In the French study, 162 patients with higher-risk MDS who were candidates for transplantation were observed in a period between 2007 and 2013. Nearly all (92%) patients had IPSS intermediate-2 or high-risk MDS and 75% of patients had a blast marrow of >5%.
Patients were enrolled in the study at the time of eligibility for transplantation. While a donor was located, patients were treated with a demethylating agent (76%), intensive chemotherapy (28%), or no therapy (11%). Treatment prior to transplant was recommended for all patients with blast marrow of >10%.
An HLA-identical donor was found for 69% of patients enrolled, with 54 from siblings and 58 from unrelated donors. Fifty patients were unable to find a donor. Of those with a donor (n = 112), 70% went on to receive a transplant after a median of 8 months. Progressive disease (52%) was the primary cause for not receiving a transplant for those with an HLA-identical donor, followed by comorbidity (29%), early death (13%), and refusal (6%).
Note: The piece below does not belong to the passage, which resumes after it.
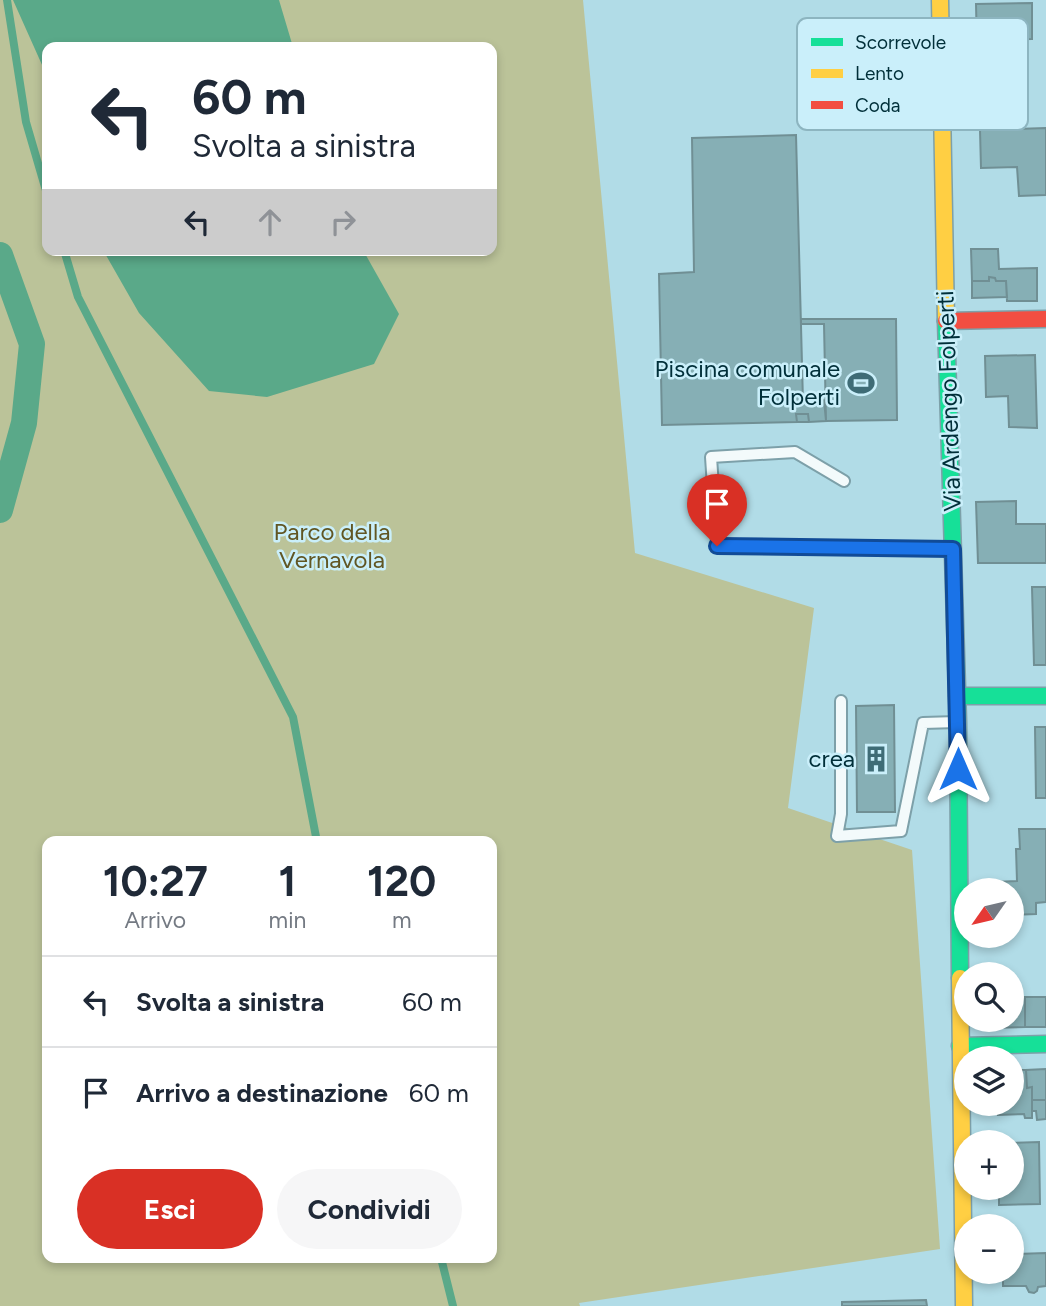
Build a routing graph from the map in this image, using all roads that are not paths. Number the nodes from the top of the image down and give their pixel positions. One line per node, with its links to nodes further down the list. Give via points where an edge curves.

The response achieved with a demethylating agent or intensive chemotherapy impacted transplant eligibility. Those who developed acute myelogenous leukemia (AML) were unable to receive a transplant. Patients with a partial response were most likely to receive a transplant (HR = 6.84), followed by those who achieved a complete response (HR = 4.14) and those with progressive disease (HR = 2.46).
"The transplant achievement is influenced by various parameters, such as time-dependent parameters and disease status," Robin said. "Patients with persistent AML were unable to undergo the transplant. Patients with a partial remission to pretransplant treatment had a higher chance of undergoing a transplant."
Treatment response factors, along with age and cytogenetics, were utilized in a multivariate analysis for the impact of HSCT on survival. Patients who had a donor but did not receive a transplant represented an HR = 1.00.
At less than 1 year, the benefits of HSCT were unclear (HR = 1.07; P = .82). However, as time went on, a clear advantage could be seen with HSCT. At more than 2 years of follow-up posttransplant, the HR for survival was 0.024 (P = .0009).
"In the first 2 years, there were no differences in terms of a multivariate risk analysis," added Robin. "The only long-term survivors are transplanted patients."
Support for allogeneic HSCT in MDS has grown in recent years, as more data becomes available and prophylactic treatments for graft-versus-host disease are discovered. The NCCN guidelines recommend utilizing transplant in patients with MDS at high or very high IPSS risk.
In a clinical trial presented at the 2012 American Society of Hematology (ASH) annual meeting, a significant advantage in survival was seen with allogeneic HSCT at a 68-month median analysis.2 The median OS with transplantation in the IPSS high group was 42 months compared with 21 months without HSCT (P = .004). In the IPSS very high group, the median OS was 31 versus 12 months, with and without HSCT, respectively (P <.005).
In 2010, the Centers for Medicare & Medicaid Services (CMS) released documentation suggesting that it would not cover allogeneic HSCT for the treatment of MDS, unless administered in the context of an approved clinical study. To gain access to treatment, CMS encouraged enrollment in a protocol designed as a research database for HSCT and other cellular therapies. The study was established in 2002 and continues to enroll patients (NCT01166009).